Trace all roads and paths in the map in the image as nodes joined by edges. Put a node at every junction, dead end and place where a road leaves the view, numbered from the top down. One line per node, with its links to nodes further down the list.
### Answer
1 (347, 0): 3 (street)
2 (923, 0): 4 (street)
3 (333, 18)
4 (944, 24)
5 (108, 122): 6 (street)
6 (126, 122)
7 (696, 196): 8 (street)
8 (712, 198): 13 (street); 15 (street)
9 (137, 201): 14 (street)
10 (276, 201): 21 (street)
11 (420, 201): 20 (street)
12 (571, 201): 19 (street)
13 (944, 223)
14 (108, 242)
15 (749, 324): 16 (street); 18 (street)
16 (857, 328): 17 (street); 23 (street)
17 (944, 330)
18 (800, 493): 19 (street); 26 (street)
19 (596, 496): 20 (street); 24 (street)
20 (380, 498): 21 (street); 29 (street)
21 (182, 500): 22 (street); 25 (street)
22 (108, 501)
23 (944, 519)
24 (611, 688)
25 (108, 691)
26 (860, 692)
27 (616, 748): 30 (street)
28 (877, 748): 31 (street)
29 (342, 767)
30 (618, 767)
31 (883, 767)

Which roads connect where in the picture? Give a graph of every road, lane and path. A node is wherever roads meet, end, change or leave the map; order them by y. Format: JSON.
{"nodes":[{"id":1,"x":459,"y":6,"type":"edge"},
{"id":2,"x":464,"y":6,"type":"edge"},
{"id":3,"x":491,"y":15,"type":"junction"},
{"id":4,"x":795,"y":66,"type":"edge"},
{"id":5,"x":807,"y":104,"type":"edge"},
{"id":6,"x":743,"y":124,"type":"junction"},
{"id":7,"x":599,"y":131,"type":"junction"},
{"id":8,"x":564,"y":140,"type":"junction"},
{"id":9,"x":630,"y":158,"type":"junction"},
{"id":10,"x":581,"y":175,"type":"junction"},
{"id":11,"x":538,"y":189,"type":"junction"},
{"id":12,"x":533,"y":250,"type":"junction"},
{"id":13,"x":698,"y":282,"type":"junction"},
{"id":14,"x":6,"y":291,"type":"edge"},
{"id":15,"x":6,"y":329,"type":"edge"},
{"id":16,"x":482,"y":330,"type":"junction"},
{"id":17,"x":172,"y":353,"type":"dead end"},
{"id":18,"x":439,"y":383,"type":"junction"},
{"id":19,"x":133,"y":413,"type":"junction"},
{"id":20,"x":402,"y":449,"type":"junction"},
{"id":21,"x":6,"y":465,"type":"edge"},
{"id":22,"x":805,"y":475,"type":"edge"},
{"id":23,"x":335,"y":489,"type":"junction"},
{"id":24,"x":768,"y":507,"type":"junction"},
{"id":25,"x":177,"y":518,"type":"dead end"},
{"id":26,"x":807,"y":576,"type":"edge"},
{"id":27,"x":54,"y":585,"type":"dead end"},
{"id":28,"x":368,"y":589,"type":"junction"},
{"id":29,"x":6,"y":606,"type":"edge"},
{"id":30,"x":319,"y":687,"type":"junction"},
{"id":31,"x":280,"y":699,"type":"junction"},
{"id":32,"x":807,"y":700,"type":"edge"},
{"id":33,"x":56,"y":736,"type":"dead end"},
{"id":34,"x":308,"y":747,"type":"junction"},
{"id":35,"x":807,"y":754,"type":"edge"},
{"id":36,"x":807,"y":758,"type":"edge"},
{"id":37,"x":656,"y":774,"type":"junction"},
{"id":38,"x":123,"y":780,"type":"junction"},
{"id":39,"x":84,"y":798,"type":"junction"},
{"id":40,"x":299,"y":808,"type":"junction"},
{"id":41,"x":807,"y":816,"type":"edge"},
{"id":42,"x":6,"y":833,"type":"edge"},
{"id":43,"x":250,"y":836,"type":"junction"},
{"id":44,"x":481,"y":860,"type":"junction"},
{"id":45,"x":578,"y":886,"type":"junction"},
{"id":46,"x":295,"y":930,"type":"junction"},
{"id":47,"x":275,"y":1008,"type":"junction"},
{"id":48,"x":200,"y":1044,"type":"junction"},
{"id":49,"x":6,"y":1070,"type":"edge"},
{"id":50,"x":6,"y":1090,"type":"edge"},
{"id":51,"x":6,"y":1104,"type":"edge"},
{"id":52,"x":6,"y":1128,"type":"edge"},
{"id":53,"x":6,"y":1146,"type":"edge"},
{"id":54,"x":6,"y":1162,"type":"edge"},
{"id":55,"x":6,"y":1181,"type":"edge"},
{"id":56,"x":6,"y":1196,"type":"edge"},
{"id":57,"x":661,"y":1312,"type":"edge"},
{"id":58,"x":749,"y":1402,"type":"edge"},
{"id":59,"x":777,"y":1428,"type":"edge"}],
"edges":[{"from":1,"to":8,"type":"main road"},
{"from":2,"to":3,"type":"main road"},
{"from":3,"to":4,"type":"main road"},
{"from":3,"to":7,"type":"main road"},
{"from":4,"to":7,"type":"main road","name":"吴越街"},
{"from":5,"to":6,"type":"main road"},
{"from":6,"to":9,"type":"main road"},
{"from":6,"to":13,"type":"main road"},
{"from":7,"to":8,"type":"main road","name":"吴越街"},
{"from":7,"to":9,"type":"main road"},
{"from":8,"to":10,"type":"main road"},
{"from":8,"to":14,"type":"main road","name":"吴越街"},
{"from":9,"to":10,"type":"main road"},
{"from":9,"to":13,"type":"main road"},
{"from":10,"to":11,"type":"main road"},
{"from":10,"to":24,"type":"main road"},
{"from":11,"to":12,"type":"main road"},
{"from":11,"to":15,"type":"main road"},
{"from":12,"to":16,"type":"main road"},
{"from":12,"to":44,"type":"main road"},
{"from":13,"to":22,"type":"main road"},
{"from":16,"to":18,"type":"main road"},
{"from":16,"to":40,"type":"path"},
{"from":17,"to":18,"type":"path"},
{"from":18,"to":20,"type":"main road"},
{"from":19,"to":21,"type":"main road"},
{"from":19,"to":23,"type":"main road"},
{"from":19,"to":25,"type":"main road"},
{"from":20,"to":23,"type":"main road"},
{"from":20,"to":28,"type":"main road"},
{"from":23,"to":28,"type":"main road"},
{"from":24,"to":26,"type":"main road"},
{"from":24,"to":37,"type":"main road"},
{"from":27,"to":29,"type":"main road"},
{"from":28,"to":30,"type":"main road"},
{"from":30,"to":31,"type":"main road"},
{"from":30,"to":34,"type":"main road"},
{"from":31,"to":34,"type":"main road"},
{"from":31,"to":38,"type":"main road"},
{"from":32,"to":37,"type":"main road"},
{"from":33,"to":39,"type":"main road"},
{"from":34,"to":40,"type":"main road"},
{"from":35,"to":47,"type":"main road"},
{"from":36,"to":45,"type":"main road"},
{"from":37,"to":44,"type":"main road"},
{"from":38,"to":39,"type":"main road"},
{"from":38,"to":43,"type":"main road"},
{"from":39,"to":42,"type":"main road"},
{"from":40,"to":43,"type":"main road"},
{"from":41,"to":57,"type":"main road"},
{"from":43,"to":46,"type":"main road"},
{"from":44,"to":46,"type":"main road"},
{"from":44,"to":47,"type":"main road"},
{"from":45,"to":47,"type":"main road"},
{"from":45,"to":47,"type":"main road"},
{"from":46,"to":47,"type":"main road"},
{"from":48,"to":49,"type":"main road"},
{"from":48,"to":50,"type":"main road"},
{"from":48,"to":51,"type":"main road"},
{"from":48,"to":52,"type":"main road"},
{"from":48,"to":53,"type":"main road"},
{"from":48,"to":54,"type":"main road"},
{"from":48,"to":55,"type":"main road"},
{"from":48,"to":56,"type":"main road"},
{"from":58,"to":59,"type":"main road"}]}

--*--

## Task brief:
Return each record exactly as given.

## Task output:
Trace all roads and paths in the map in the image as nodes joined by edges. Put a node at every junction, dead end and place where a road leaves the view, numbered from the top down. One line per node, with its links to nodes further down the list.
### Answer
1 (347, 0): 3 (street)
2 (923, 0): 4 (street)
3 (333, 18)
4 (944, 24)
5 (108, 122): 6 (street)
6 (126, 122)
7 (696, 196): 8 (street)
8 (712, 198): 13 (street); 15 (street)
9 (137, 201): 14 (street)
10 (276, 201): 21 (street)
11 (420, 201): 20 (street)
12 (571, 201): 19 (street)
13 (944, 223)
14 (108, 242)
15 (749, 324): 16 (street); 18 (street)
16 (857, 328): 17 (street); 23 (street)
17 (944, 330)
18 (800, 493): 19 (street); 26 (street)
19 (596, 496): 20 (street); 24 (street)
20 (380, 498): 21 (street); 29 (street)
21 (182, 500): 22 (street); 25 (street)
22 (108, 501)
23 (944, 519)
24 (611, 688)
25 (108, 691)
26 (860, 692)
27 (616, 748): 30 (street)
28 (877, 748): 31 (street)
29 (342, 767)
30 (618, 767)
31 (883, 767)

Which roads connect where in the picture? Give a graph of every road, lane and path. A node is wherever roads meet, end, change or leave the map; order them by y. Format: JSON.
{"nodes":[{"id":1,"x":459,"y":6,"type":"edge"},
{"id":2,"x":464,"y":6,"type":"edge"},
{"id":3,"x":491,"y":15,"type":"junction"},
{"id":4,"x":795,"y":66,"type":"edge"},
{"id":5,"x":807,"y":104,"type":"edge"},
{"id":6,"x":743,"y":124,"type":"junction"},
{"id":7,"x":599,"y":131,"type":"junction"},
{"id":8,"x":564,"y":140,"type":"junction"},
{"id":9,"x":630,"y":158,"type":"junction"},
{"id":10,"x":581,"y":175,"type":"junction"},
{"id":11,"x":538,"y":189,"type":"junction"},
{"id":12,"x":533,"y":250,"type":"junction"},
{"id":13,"x":698,"y":282,"type":"junction"},
{"id":14,"x":6,"y":291,"type":"edge"},
{"id":15,"x":6,"y":329,"type":"edge"},
{"id":16,"x":482,"y":330,"type":"junction"},
{"id":17,"x":172,"y":353,"type":"dead end"},
{"id":18,"x":439,"y":383,"type":"junction"},
{"id":19,"x":133,"y":413,"type":"junction"},
{"id":20,"x":402,"y":449,"type":"junction"},
{"id":21,"x":6,"y":465,"type":"edge"},
{"id":22,"x":805,"y":475,"type":"edge"},
{"id":23,"x":335,"y":489,"type":"junction"},
{"id":24,"x":768,"y":507,"type":"junction"},
{"id":25,"x":177,"y":518,"type":"dead end"},
{"id":26,"x":807,"y":576,"type":"edge"},
{"id":27,"x":54,"y":585,"type":"dead end"},
{"id":28,"x":368,"y":589,"type":"junction"},
{"id":29,"x":6,"y":606,"type":"edge"},
{"id":30,"x":319,"y":687,"type":"junction"},
{"id":31,"x":280,"y":699,"type":"junction"},
{"id":32,"x":807,"y":700,"type":"edge"},
{"id":33,"x":56,"y":736,"type":"dead end"},
{"id":34,"x":308,"y":747,"type":"junction"},
{"id":35,"x":807,"y":754,"type":"edge"},
{"id":36,"x":807,"y":758,"type":"edge"},
{"id":37,"x":656,"y":774,"type":"junction"},
{"id":38,"x":123,"y":780,"type":"junction"},
{"id":39,"x":84,"y":798,"type":"junction"},
{"id":40,"x":299,"y":808,"type":"junction"},
{"id":41,"x":807,"y":816,"type":"edge"},
{"id":42,"x":6,"y":833,"type":"edge"},
{"id":43,"x":250,"y":836,"type":"junction"},
{"id":44,"x":481,"y":860,"type":"junction"},
{"id":45,"x":578,"y":886,"type":"junction"},
{"id":46,"x":295,"y":930,"type":"junction"},
{"id":47,"x":275,"y":1008,"type":"junction"},
{"id":48,"x":200,"y":1044,"type":"junction"},
{"id":49,"x":6,"y":1070,"type":"edge"},
{"id":50,"x":6,"y":1090,"type":"edge"},
{"id":51,"x":6,"y":1104,"type":"edge"},
{"id":52,"x":6,"y":1128,"type":"edge"},
{"id":53,"x":6,"y":1146,"type":"edge"},
{"id":54,"x":6,"y":1162,"type":"edge"},
{"id":55,"x":6,"y":1181,"type":"edge"},
{"id":56,"x":6,"y":1196,"type":"edge"},
{"id":57,"x":661,"y":1312,"type":"edge"},
{"id":58,"x":749,"y":1402,"type":"edge"},
{"id":59,"x":777,"y":1428,"type":"edge"}],
"edges":[{"from":1,"to":8,"type":"main road"},
{"from":2,"to":3,"type":"main road"},
{"from":3,"to":4,"type":"main road"},
{"from":3,"to":7,"type":"main road"},
{"from":4,"to":7,"type":"main road","name":"吴越街"},
{"from":5,"to":6,"type":"main road"},
{"from":6,"to":9,"type":"main road"},
{"from":6,"to":13,"type":"main road"},
{"from":7,"to":8,"type":"main road","name":"吴越街"},
{"from":7,"to":9,"type":"main road"},
{"from":8,"to":10,"type":"main road"},
{"from":8,"to":14,"type":"main road","name":"吴越街"},
{"from":9,"to":10,"type":"main road"},
{"from":9,"to":13,"type":"main road"},
{"from":10,"to":11,"type":"main road"},
{"from":10,"to":24,"type":"main road"},
{"from":11,"to":12,"type":"main road"},
{"from":11,"to":15,"type":"main road"},
{"from":12,"to":16,"type":"main road"},
{"from":12,"to":44,"type":"main road"},
{"from":13,"to":22,"type":"main road"},
{"from":16,"to":18,"type":"main road"},
{"from":16,"to":40,"type":"path"},
{"from":17,"to":18,"type":"path"},
{"from":18,"to":20,"type":"main road"},
{"from":19,"to":21,"type":"main road"},
{"from":19,"to":23,"type":"main road"},
{"from":19,"to":25,"type":"main road"},
{"from":20,"to":23,"type":"main road"},
{"from":20,"to":28,"type":"main road"},
{"from":23,"to":28,"type":"main road"},
{"from":24,"to":26,"type":"main road"},
{"from":24,"to":37,"type":"main road"},
{"from":27,"to":29,"type":"main road"},
{"from":28,"to":30,"type":"main road"},
{"from":30,"to":31,"type":"main road"},
{"from":30,"to":34,"type":"main road"},
{"from":31,"to":34,"type":"main road"},
{"from":31,"to":38,"type":"main road"},
{"from":32,"to":37,"type":"main road"},
{"from":33,"to":39,"type":"main road"},
{"from":34,"to":40,"type":"main road"},
{"from":35,"to":47,"type":"main road"},
{"from":36,"to":45,"type":"main road"},
{"from":37,"to":44,"type":"main road"},
{"from":38,"to":39,"type":"main road"},
{"from":38,"to":43,"type":"main road"},
{"from":39,"to":42,"type":"main road"},
{"from":40,"to":43,"type":"main road"},
{"from":41,"to":57,"type":"main road"},
{"from":43,"to":46,"type":"main road"},
{"from":44,"to":46,"type":"main road"},
{"from":44,"to":47,"type":"main road"},
{"from":45,"to":47,"type":"main road"},
{"from":45,"to":47,"type":"main road"},
{"from":46,"to":47,"type":"main road"},
{"from":48,"to":49,"type":"main road"},
{"from":48,"to":50,"type":"main road"},
{"from":48,"to":51,"type":"main road"},
{"from":48,"to":52,"type":"main road"},
{"from":48,"to":53,"type":"main road"},
{"from":48,"to":54,"type":"main road"},
{"from":48,"to":55,"type":"main road"},
{"from":48,"to":56,"type":"main road"},
{"from":58,"to":59,"type":"main road"}]}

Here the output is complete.